[Provided data — start]

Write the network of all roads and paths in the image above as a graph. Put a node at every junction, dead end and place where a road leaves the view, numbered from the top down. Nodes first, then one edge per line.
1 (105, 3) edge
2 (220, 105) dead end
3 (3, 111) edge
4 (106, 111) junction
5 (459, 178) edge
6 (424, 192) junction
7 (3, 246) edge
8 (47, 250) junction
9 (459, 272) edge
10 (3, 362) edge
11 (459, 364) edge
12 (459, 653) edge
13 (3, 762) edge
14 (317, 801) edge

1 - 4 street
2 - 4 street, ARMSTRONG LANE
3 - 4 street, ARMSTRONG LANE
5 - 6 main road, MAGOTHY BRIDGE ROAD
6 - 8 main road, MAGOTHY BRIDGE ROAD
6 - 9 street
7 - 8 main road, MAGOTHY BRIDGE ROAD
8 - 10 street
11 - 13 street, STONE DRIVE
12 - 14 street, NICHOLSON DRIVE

[Provided data — finish]

Would you write out the data exactly as it reads?

# Exercise solution:
Write the network of all roads and paths in the image above as a graph. Put a node at every junction, dead end and place where a road leaves the view, numbered from the top down. Nodes first, then one edge per line.
1 (105, 3) edge
2 (220, 105) dead end
3 (3, 111) edge
4 (106, 111) junction
5 (459, 178) edge
6 (424, 192) junction
7 (3, 246) edge
8 (47, 250) junction
9 (459, 272) edge
10 (3, 362) edge
11 (459, 364) edge
12 (459, 653) edge
13 (3, 762) edge
14 (317, 801) edge

1 - 4 street
2 - 4 street, ARMSTRONG LANE
3 - 4 street, ARMSTRONG LANE
5 - 6 main road, MAGOTHY BRIDGE ROAD
6 - 8 main road, MAGOTHY BRIDGE ROAD
6 - 9 street
7 - 8 main road, MAGOTHY BRIDGE ROAD
8 - 10 street
11 - 13 street, STONE DRIVE
12 - 14 street, NICHOLSON DRIVE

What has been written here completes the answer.